__EXERCISE INSTRUCTIONS__:
Copy exactly the lines of the data below, beginning with the line with "thumb ip: (1198, 1105)" and ending with the line with "thumb ip: (788, 353)". Pictures are to be omitted.

__INPUT MATERIAL__:
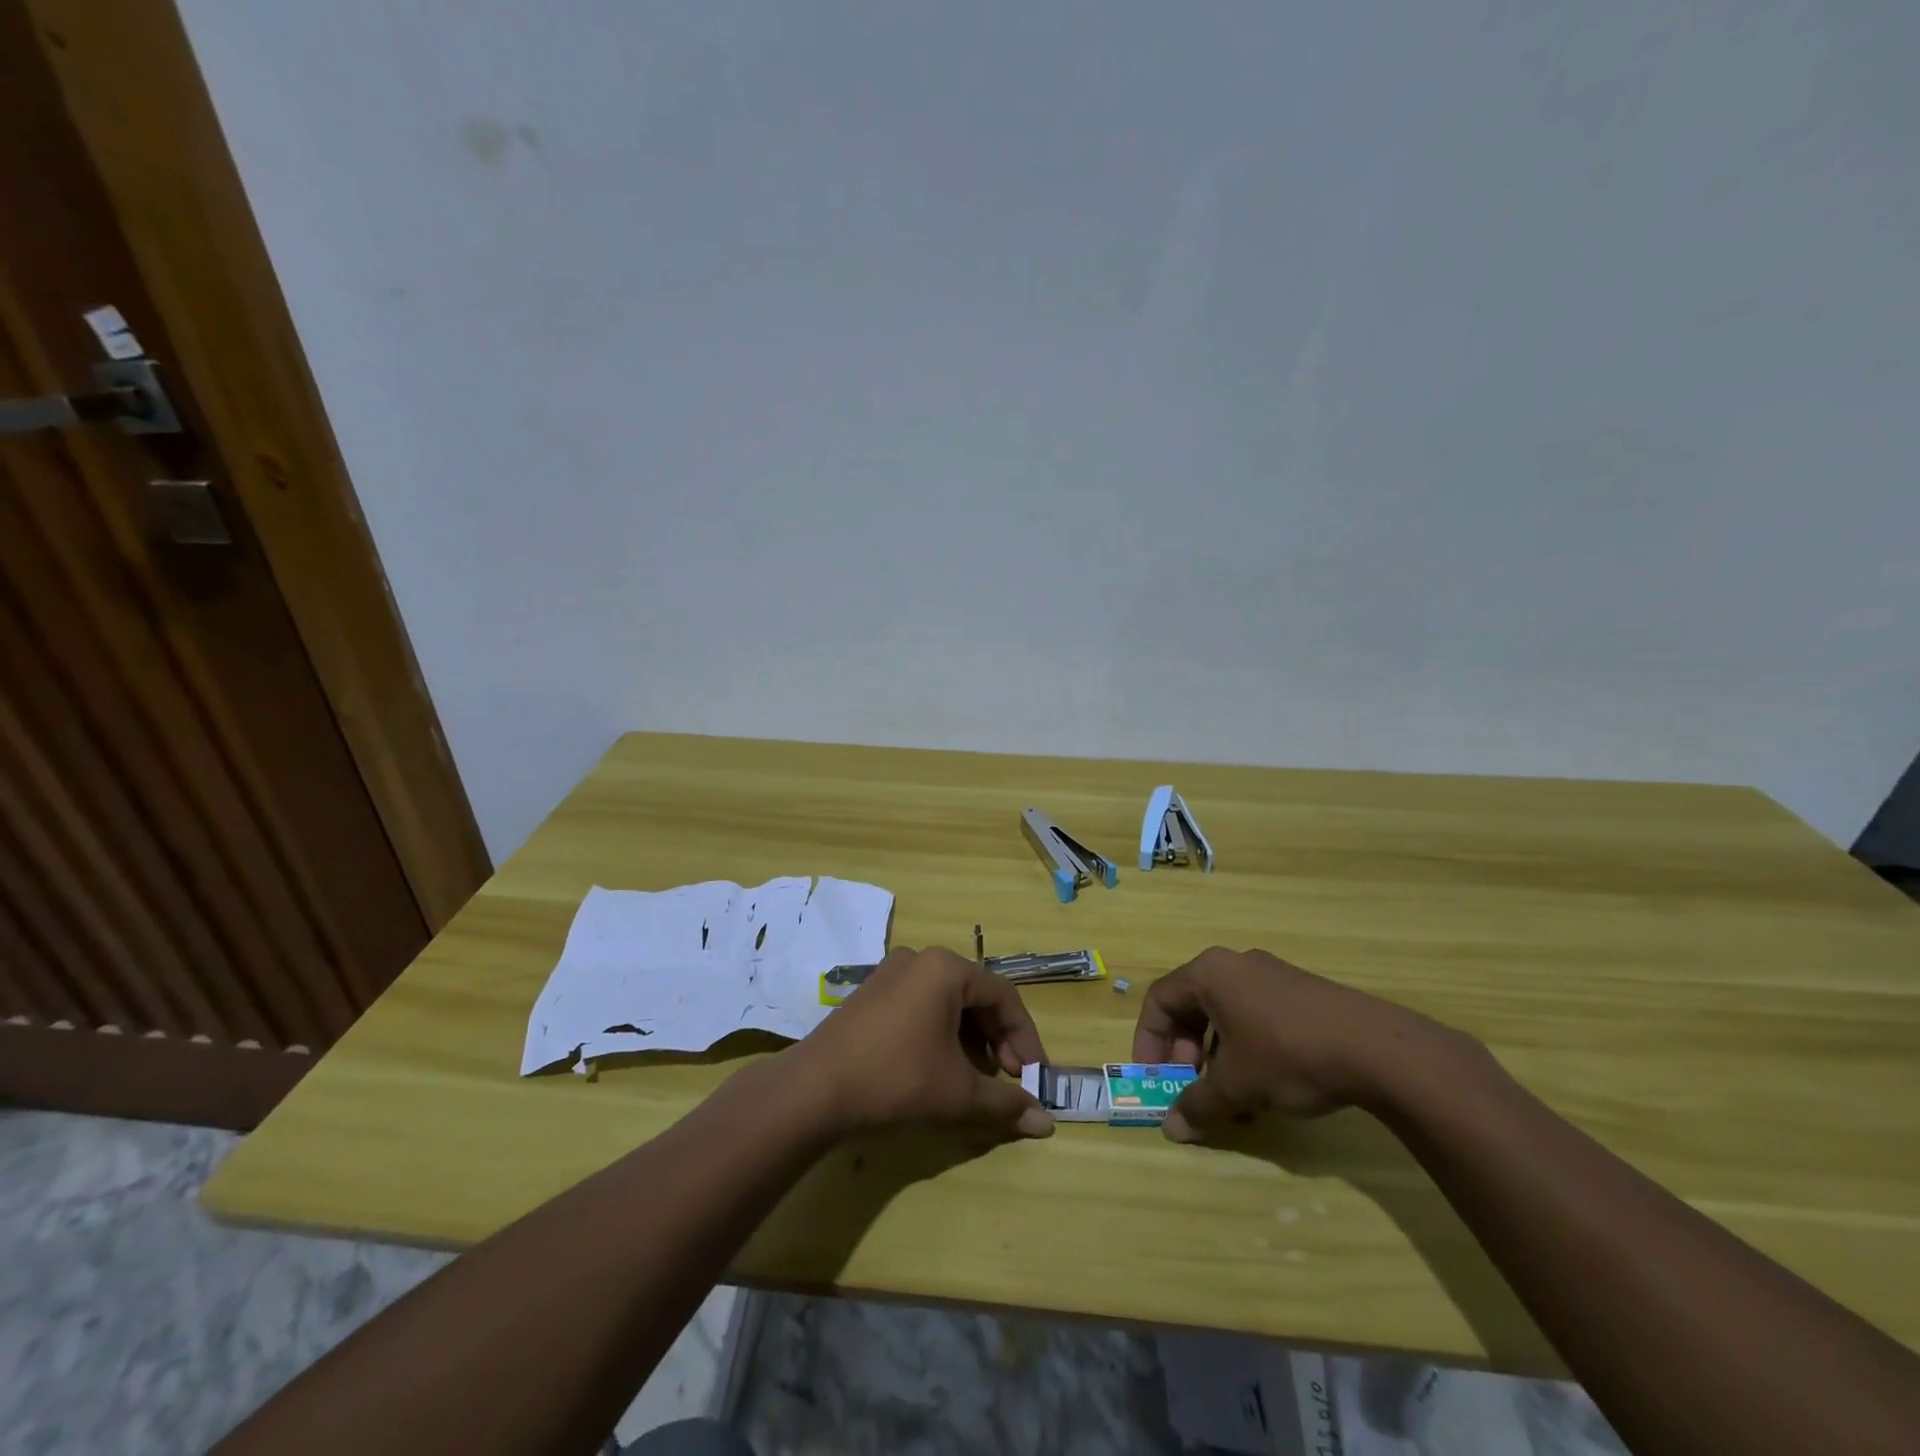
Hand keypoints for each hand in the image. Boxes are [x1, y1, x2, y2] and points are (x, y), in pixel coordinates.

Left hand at [786, 946, 1054, 1139]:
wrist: (814, 1090)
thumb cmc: (896, 1079)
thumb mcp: (957, 1093)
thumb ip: (1005, 1104)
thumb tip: (1048, 1124)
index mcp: (946, 968)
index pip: (1003, 997)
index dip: (1025, 1038)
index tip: (1035, 1076)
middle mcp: (920, 959)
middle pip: (975, 995)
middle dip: (997, 1039)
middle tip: (1008, 1078)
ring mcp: (891, 972)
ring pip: (948, 1001)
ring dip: (971, 1038)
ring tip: (976, 1077)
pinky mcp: (872, 992)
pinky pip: (921, 1004)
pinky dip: (941, 1031)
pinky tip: (940, 1065)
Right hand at [1133, 946, 1449, 1142]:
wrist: (1376, 1048)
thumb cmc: (1288, 1056)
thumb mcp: (1236, 1086)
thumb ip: (1198, 1105)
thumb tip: (1171, 1129)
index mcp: (1209, 973)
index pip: (1159, 1000)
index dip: (1148, 1041)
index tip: (1153, 1077)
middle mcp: (1234, 964)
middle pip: (1191, 1005)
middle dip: (1185, 1052)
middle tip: (1192, 1087)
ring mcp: (1271, 974)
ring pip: (1225, 1013)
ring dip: (1216, 1055)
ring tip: (1231, 1096)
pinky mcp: (1300, 990)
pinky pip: (1255, 1014)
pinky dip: (1246, 1047)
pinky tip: (1266, 1085)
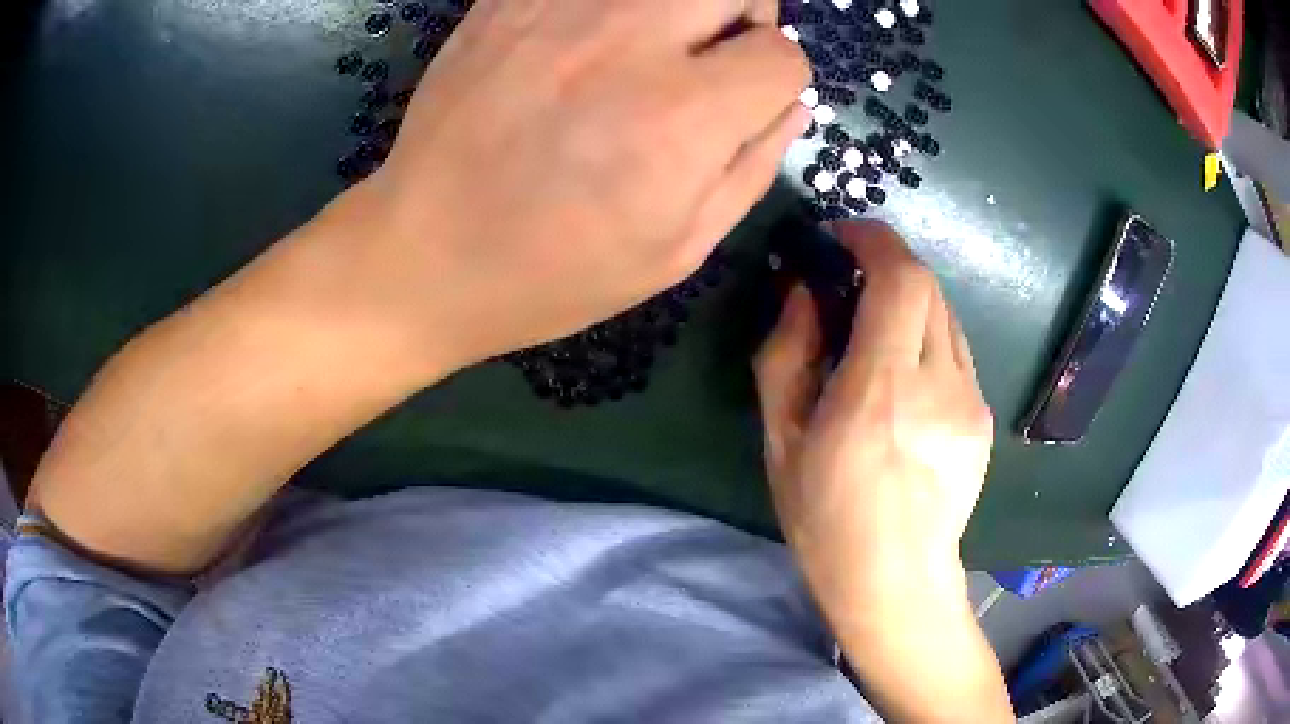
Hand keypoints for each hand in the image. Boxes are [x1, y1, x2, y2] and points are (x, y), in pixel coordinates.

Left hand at [342, 0, 808, 370]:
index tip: (743, 107)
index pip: (783, 57)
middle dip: (745, 18)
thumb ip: (752, 169)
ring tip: (651, 42)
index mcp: (679, 119)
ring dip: (682, 5)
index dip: (776, 84)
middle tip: (710, 55)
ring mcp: (557, 11)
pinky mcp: (507, 2)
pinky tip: (588, 37)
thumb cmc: (553, 272)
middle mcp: (625, 43)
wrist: (424, 256)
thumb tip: (793, 105)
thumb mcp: (675, 251)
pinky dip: (610, 5)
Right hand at [755, 221, 1009, 721]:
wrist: (897, 580)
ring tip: (876, 335)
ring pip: (946, 314)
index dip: (873, 242)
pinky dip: (926, 338)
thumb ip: (788, 353)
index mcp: (881, 392)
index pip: (900, 279)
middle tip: (850, 285)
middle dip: (887, 267)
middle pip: (927, 285)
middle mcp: (940, 385)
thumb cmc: (827, 519)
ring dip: (908, 302)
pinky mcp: (983, 415)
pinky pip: (956, 349)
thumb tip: (805, 290)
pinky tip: (905, 378)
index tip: (842, 238)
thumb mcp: (782, 440)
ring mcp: (971, 400)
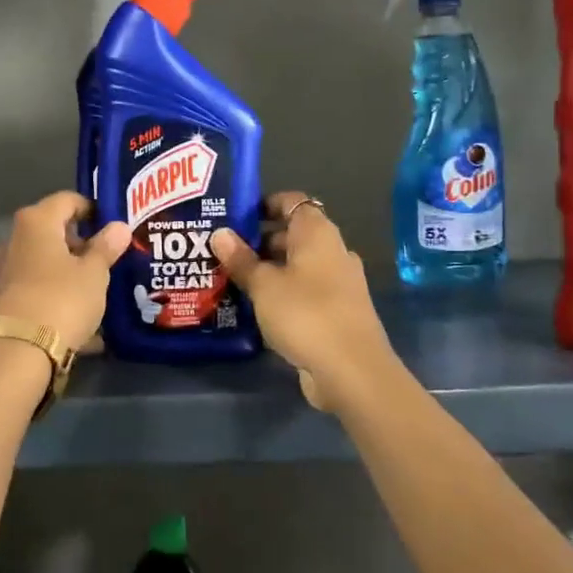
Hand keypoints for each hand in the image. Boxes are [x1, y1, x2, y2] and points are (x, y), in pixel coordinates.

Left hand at [0, 192, 130, 351]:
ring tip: (97, 290)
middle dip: (80, 244)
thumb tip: (119, 227)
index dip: (91, 209)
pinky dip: (59, 296)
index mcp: (37, 221)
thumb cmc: (62, 298)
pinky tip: (82, 318)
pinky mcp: (5, 299)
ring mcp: (6, 270)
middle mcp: (15, 239)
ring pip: (45, 262)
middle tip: (108, 260)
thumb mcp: (94, 273)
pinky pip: (39, 288)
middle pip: (53, 231)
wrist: (19, 350)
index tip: (112, 226)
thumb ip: (106, 247)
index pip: (67, 200)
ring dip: (69, 272)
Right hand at [212, 193, 396, 410]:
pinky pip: (304, 291)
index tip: (234, 216)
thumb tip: (220, 234)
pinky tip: (256, 308)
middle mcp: (333, 251)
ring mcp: (339, 283)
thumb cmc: (305, 314)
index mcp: (318, 233)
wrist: (352, 370)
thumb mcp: (263, 285)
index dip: (264, 204)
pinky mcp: (337, 312)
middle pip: (293, 235)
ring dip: (269, 270)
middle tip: (223, 251)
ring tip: (232, 279)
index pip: (292, 202)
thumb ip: (241, 259)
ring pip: (298, 266)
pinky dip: (282, 294)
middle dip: (259, 241)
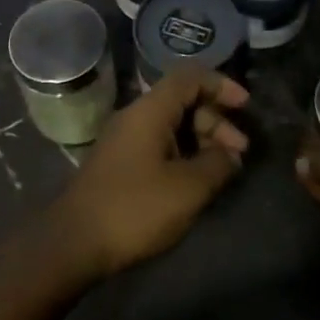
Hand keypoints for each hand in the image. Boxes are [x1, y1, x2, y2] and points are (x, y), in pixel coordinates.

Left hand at [50, 66, 250, 277]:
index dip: (220, 85)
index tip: (245, 107)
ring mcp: (125, 141)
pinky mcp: (121, 164)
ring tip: (225, 169)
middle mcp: (135, 117)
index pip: (189, 77)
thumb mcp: (187, 188)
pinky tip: (197, 180)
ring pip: (172, 126)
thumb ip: (217, 164)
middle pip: (182, 102)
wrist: (74, 242)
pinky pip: (159, 145)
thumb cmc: (134, 208)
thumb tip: (231, 155)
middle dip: (216, 121)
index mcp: (149, 111)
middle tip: (241, 152)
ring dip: (202, 140)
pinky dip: (184, 154)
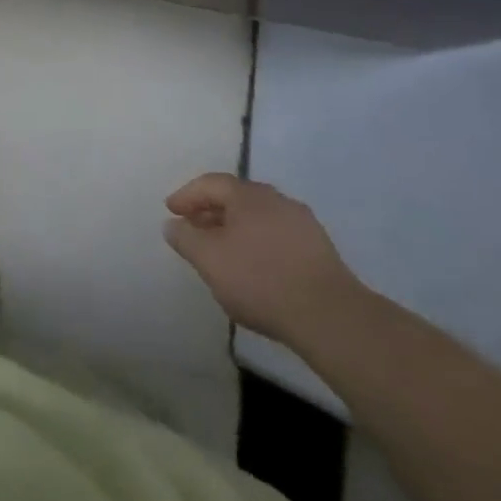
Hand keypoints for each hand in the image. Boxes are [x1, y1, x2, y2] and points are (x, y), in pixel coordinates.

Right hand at [164, 174, 358, 345]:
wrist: (330, 316)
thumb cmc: (260, 280)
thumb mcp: (209, 260)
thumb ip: (185, 238)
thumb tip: (173, 224)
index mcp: (249, 195)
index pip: (211, 183)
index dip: (187, 195)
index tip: (171, 211)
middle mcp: (277, 200)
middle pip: (236, 197)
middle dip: (210, 210)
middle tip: (193, 228)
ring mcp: (303, 224)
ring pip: (258, 217)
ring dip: (235, 228)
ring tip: (221, 250)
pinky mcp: (320, 249)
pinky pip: (277, 235)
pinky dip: (257, 242)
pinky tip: (253, 266)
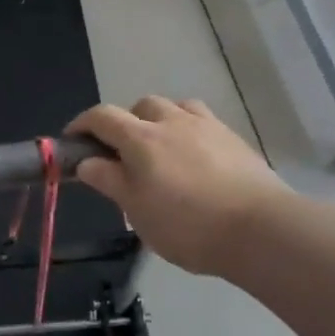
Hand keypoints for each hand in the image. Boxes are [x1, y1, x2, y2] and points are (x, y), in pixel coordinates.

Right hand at [68, 97, 289, 277]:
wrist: (262, 230)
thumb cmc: (188, 224)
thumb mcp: (137, 210)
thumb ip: (110, 181)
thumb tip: (87, 162)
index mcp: (141, 138)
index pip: (101, 117)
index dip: (82, 125)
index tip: (73, 141)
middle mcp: (172, 122)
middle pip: (140, 105)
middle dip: (124, 121)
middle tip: (121, 152)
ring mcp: (208, 127)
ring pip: (176, 107)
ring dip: (160, 119)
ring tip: (161, 148)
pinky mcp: (235, 140)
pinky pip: (203, 122)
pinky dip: (189, 130)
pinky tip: (194, 157)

__ANSWER TO THE EXERCISE__:
thumb ip: (1198, 1105)
thumb tip: (1171, 1129)
index mcp: (1209, 973)
index pip: (1159, 1000)
index dip: (1148, 1041)
index tip: (1153, 1077)
middle mcp: (1234, 964)
middle pip: (1191, 1005)
middle dip: (1185, 1052)
middle tip: (1192, 1087)
ring mcp: (1271, 974)
ring pip: (1225, 1013)
ring dip: (1216, 1055)
ring tip: (1231, 1096)
pinky mcp: (1300, 990)
pinky pip: (1255, 1014)
pinky dip: (1246, 1047)
pinky tip: (1266, 1085)
Hand keypoints for each hand in the image. Boxes are [x1, y1, x2, y2] and points are (x, y), in pixel coordinates.

Left hand at [342, 0, 808, 370]:
index tip: (743, 107)
index pip: (783, 57)
middle dip: (745, 18)
thumb ip: (752, 169)
ring tip: (651, 42)
index mcp: (679, 119)
ring dip: (682, 5)
index dip: (776, 84)
middle tip: (710, 55)
ring mcp: (557, 11)
pinky mcp: (507, 2)
pinky tip: (588, 37)
thumb cmc: (553, 272)
middle mcp: (625, 43)
wrist: (424, 256)
thumb tip: (793, 105)
thumb mcp: (675, 251)
pinky dip: (610, 5)
Right hand at [755, 221, 1009, 721]:
wrist: (897, 580)
ring tip: (876, 335)
ring pip: (946, 314)
index dip: (873, 242)
pinky dip: (926, 338)
thumb ip: (788, 353)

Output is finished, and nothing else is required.